PROVIDED DATA Block Start

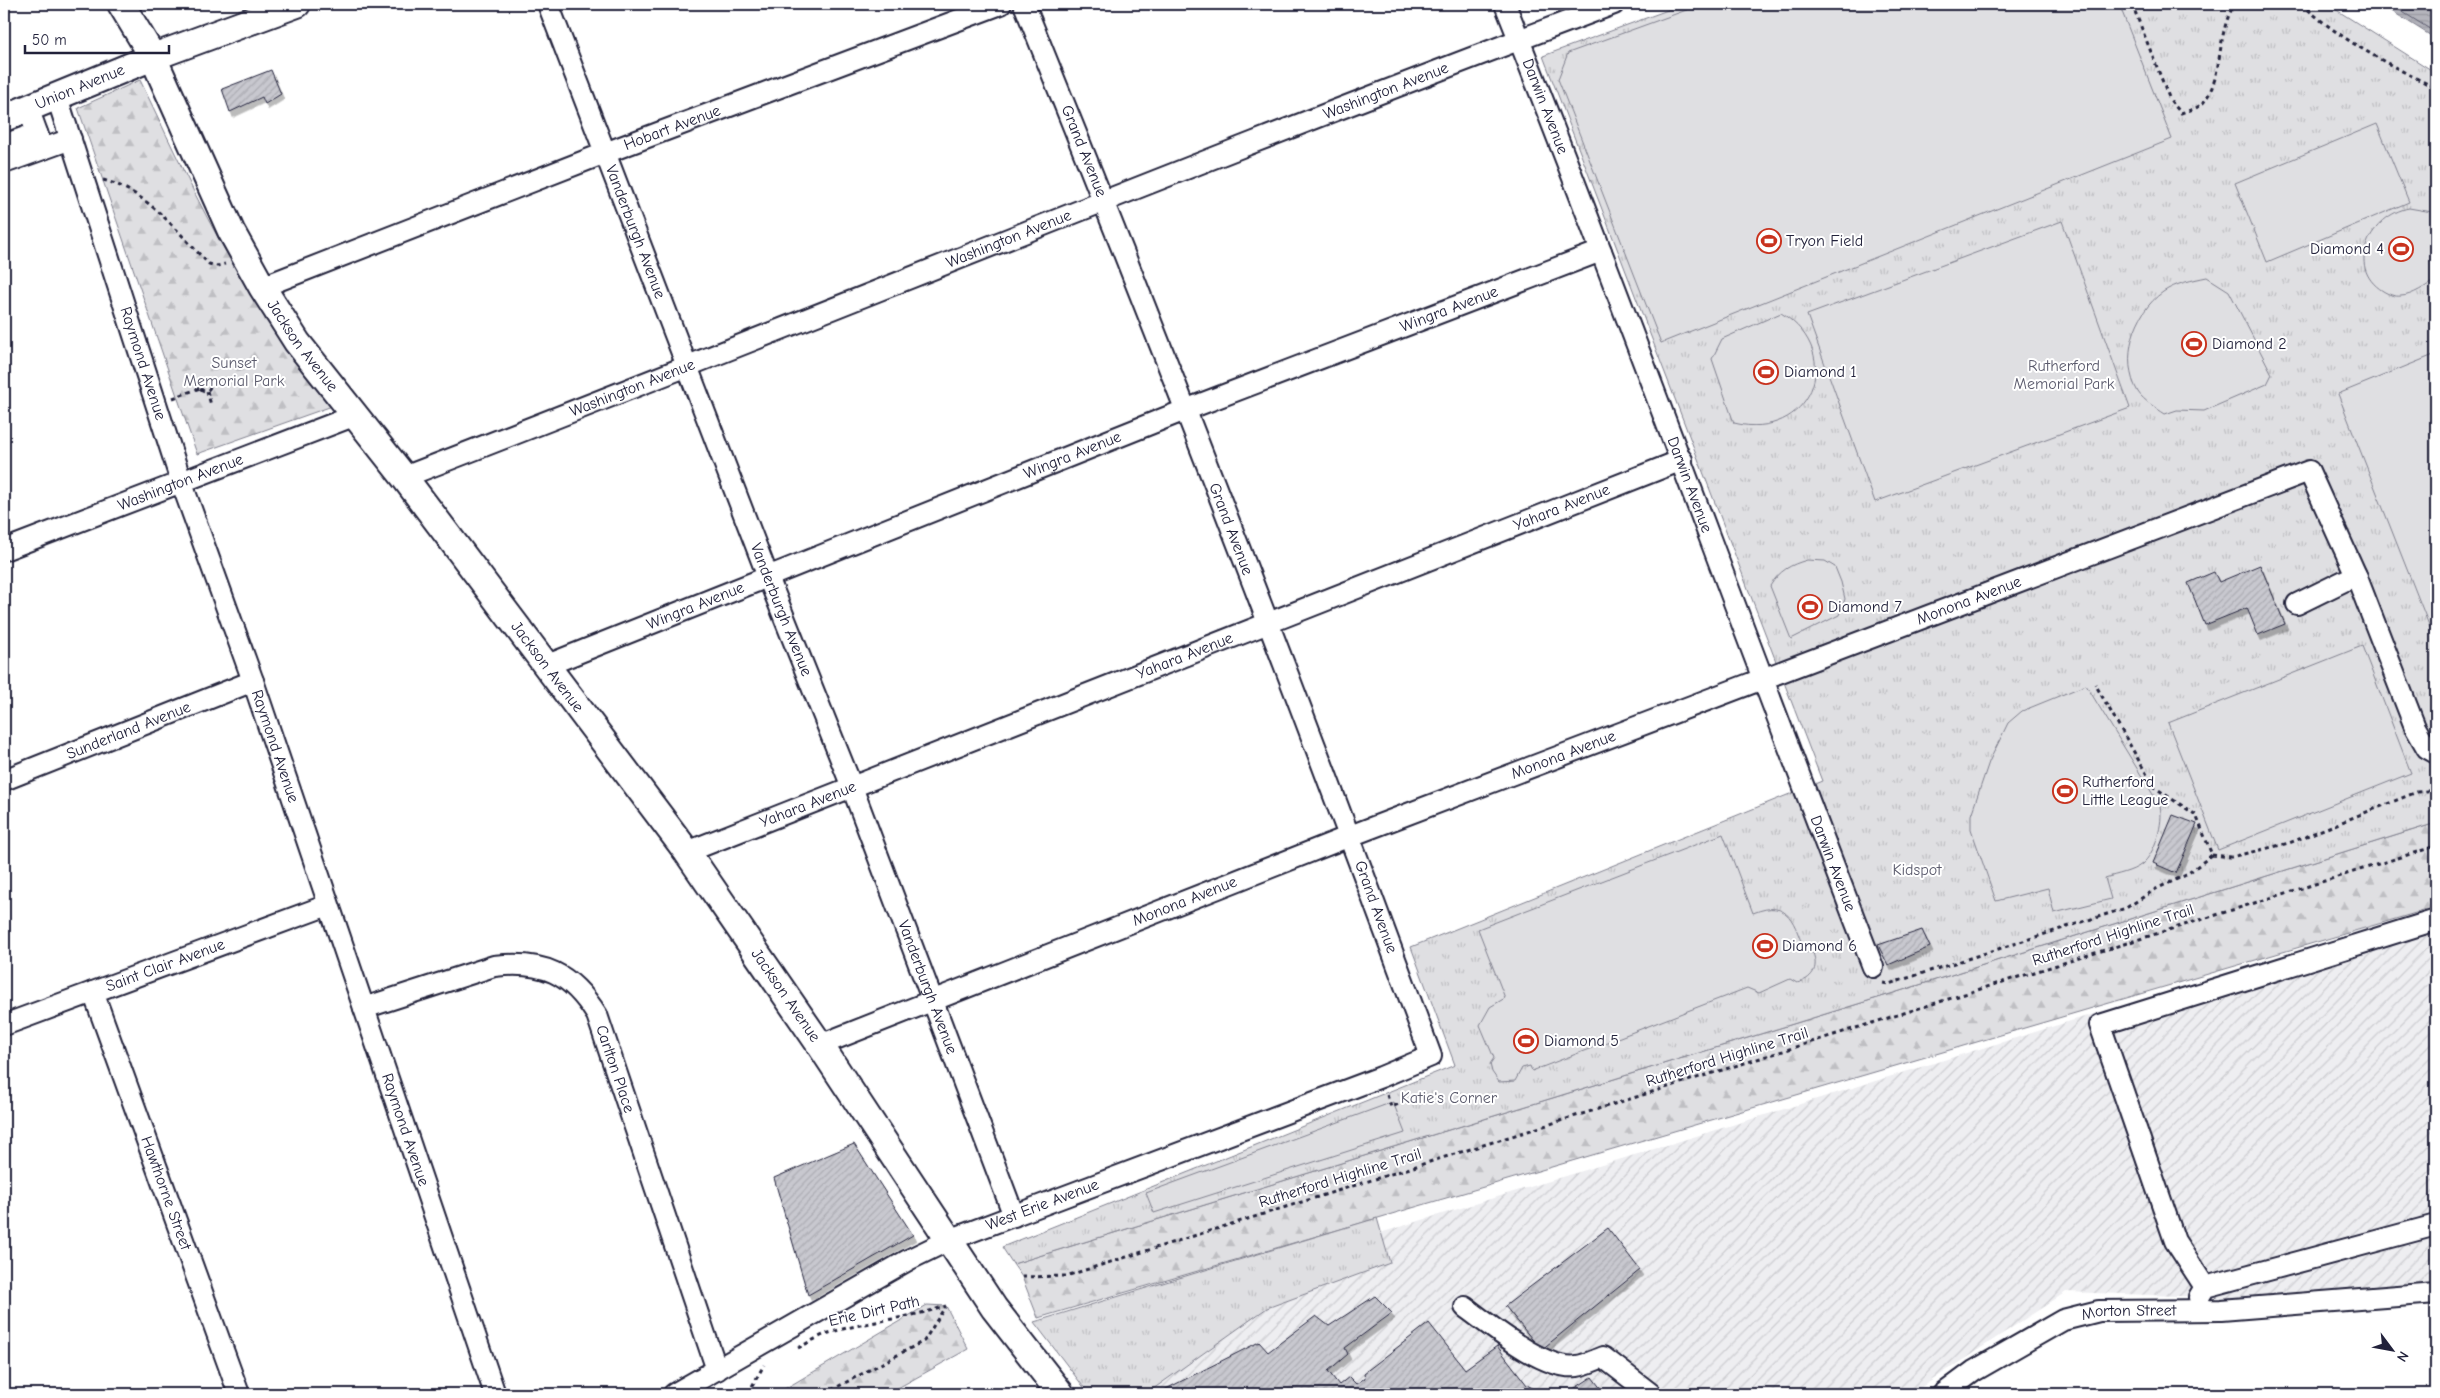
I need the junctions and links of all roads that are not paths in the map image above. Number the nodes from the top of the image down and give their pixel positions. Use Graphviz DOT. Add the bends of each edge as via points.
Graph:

PROVIDED DATA Block End
PROVIDED DATA Block Start

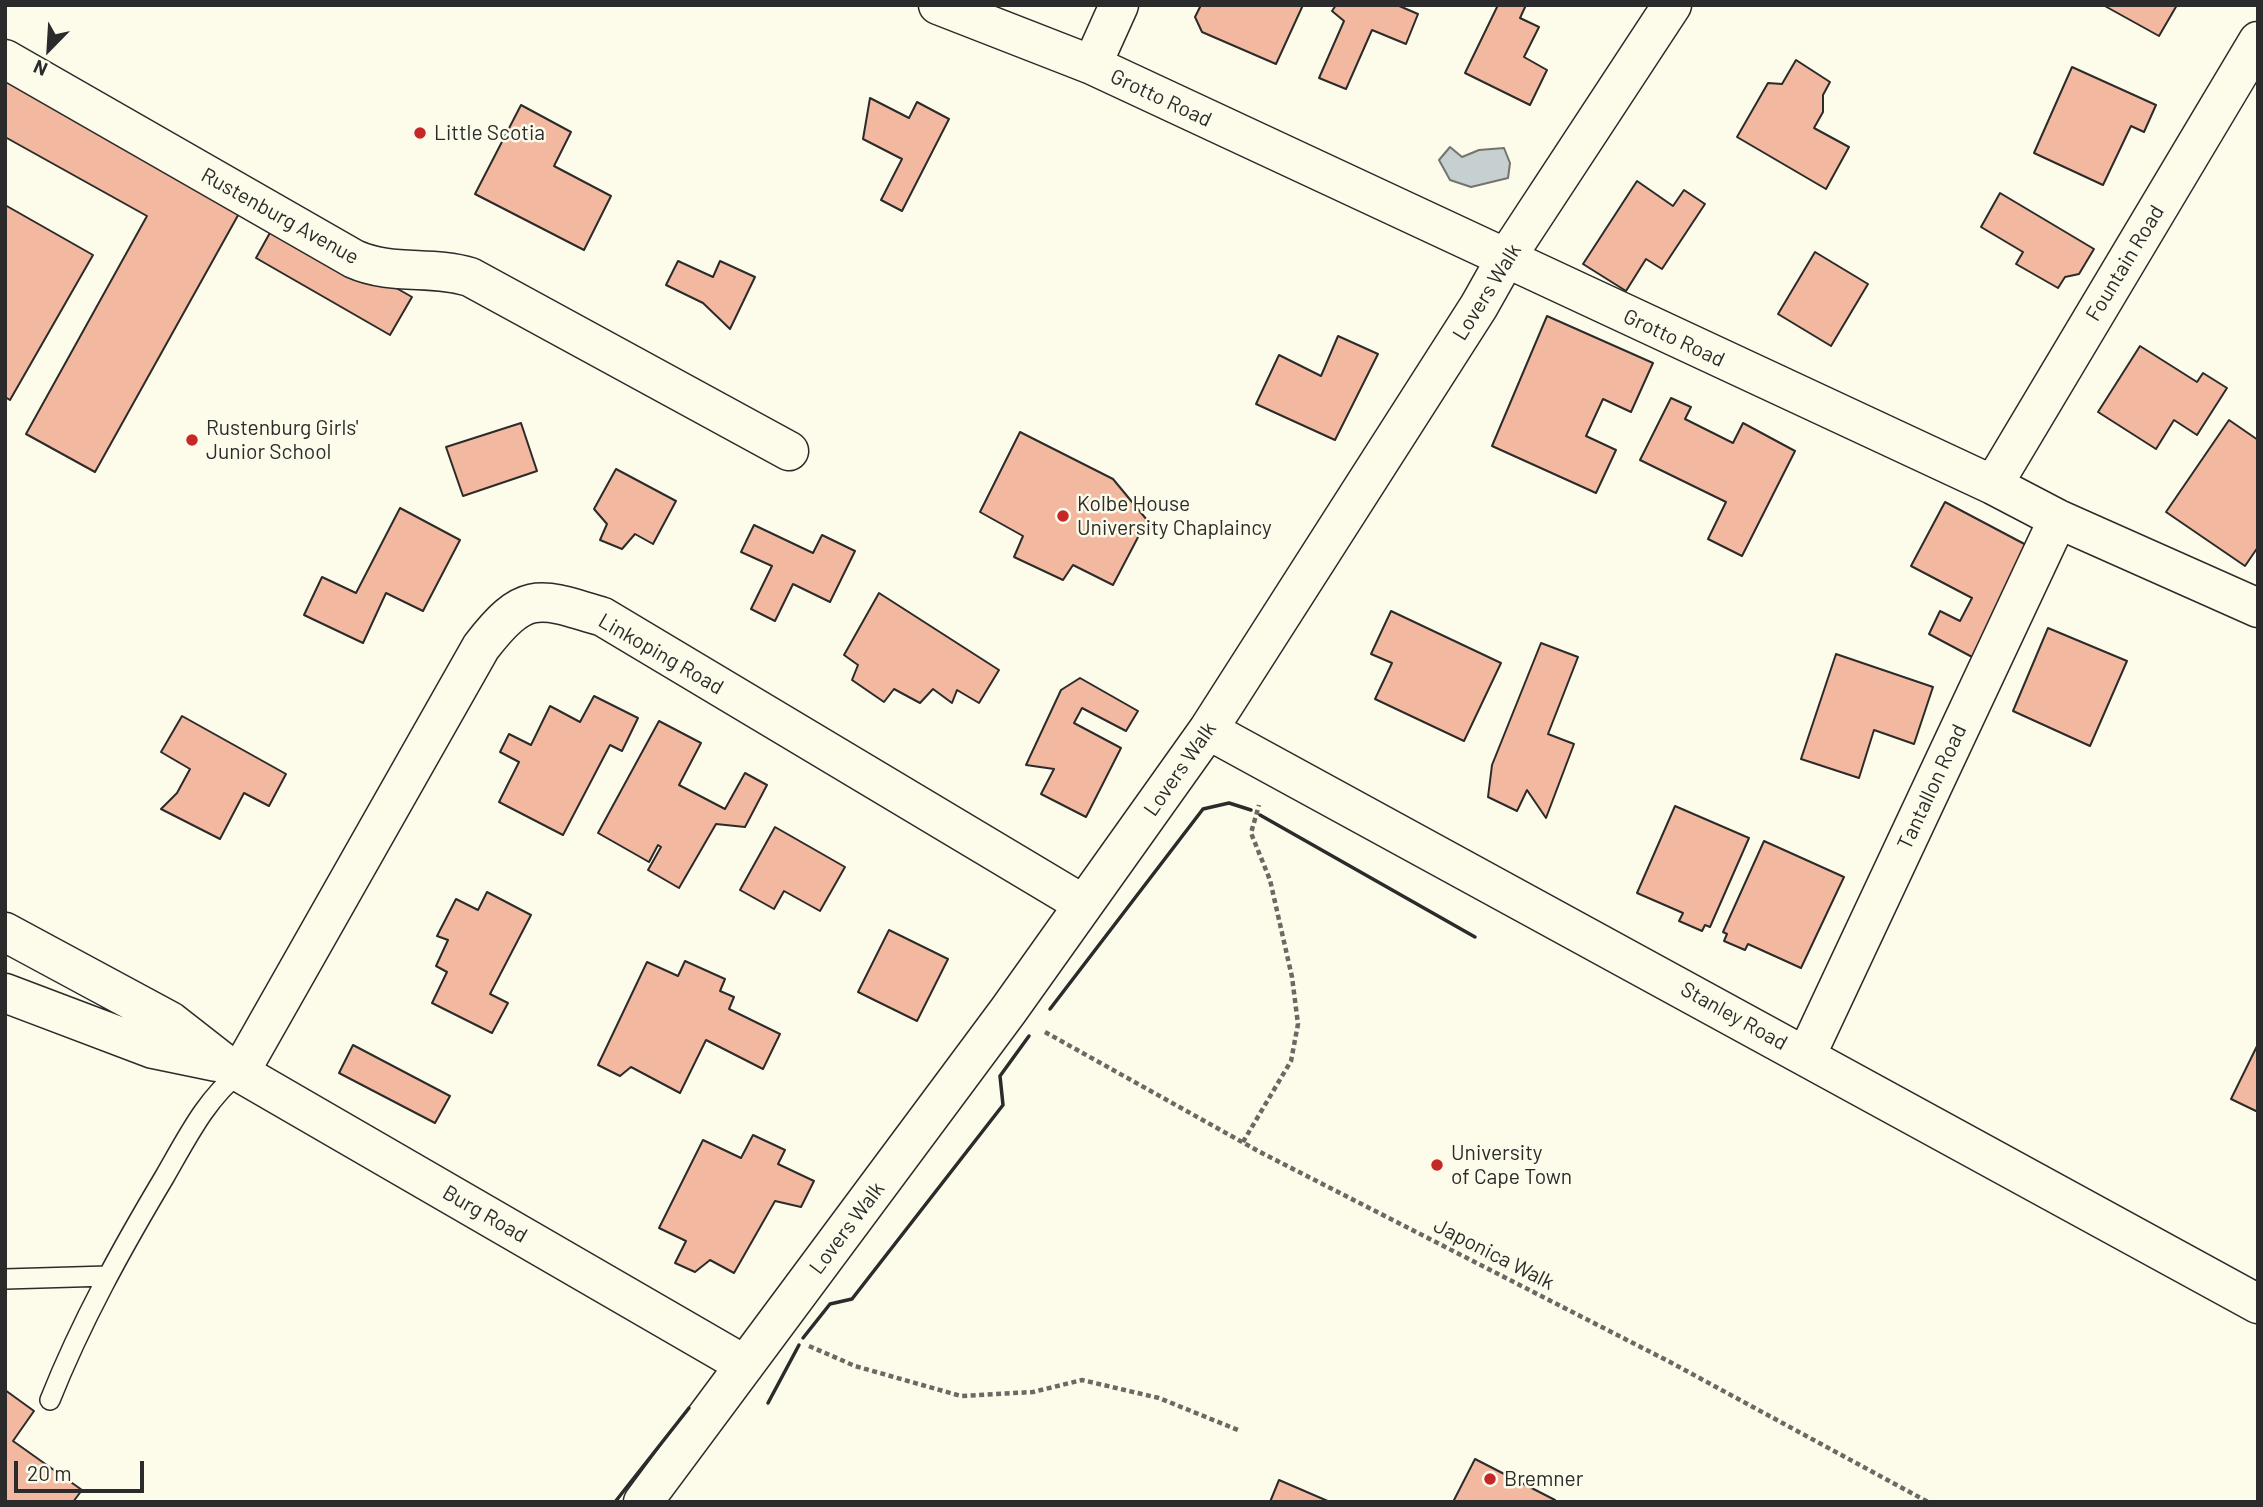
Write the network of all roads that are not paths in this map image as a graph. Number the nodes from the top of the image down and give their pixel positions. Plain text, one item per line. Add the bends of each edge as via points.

PROVIDED DATA Block End
PROVIDED DATA Block Start

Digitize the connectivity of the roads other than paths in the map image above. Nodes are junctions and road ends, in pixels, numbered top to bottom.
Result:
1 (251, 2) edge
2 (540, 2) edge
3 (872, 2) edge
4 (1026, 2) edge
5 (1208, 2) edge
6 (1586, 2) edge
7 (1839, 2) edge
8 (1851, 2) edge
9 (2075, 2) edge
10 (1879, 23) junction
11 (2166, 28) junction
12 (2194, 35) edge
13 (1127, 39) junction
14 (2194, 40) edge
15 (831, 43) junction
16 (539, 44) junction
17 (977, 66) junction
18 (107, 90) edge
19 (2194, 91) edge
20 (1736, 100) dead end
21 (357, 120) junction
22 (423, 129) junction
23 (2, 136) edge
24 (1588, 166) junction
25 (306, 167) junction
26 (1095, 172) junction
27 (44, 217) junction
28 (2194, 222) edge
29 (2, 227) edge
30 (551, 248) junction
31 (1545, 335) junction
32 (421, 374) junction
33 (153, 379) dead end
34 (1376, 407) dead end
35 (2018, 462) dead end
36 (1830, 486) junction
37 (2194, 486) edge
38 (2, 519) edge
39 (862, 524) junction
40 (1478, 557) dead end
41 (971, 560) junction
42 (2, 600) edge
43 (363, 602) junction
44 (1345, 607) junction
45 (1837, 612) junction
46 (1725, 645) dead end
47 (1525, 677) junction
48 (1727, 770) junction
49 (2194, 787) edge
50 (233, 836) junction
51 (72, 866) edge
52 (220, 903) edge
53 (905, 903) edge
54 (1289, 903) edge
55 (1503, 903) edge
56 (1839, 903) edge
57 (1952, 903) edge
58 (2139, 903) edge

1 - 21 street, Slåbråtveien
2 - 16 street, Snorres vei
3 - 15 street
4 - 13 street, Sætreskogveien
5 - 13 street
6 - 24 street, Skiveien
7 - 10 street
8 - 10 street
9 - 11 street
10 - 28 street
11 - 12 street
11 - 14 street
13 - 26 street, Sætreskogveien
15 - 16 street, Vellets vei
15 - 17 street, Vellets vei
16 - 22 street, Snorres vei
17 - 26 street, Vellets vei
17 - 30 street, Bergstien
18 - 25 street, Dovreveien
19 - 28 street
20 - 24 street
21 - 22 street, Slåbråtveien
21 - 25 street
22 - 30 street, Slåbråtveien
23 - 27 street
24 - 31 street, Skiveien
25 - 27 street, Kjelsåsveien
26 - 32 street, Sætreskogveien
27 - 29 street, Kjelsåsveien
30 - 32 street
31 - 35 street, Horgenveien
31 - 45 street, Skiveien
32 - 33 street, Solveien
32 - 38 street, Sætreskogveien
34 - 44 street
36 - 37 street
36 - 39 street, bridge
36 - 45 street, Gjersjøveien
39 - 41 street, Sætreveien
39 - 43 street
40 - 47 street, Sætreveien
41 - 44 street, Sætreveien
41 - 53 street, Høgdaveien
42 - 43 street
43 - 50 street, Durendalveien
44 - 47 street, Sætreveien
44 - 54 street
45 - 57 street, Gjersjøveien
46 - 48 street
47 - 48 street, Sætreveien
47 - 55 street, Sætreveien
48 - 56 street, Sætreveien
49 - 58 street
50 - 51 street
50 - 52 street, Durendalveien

PROVIDED DATA Block End

■ ACTIVITY
Each line in the data that holds the string "above" needs to be copied.

■ RESULT BELOW
I need the junctions and links of all roads that are not paths in the map image above. Number the nodes from the top of the image down and give their pixel positions. Use Graphviz DOT. Add the bends of each edge as via points.
Digitize the connectivity of the roads other than paths in the map image above. Nodes are junctions and road ends, in pixels, numbered top to bottom.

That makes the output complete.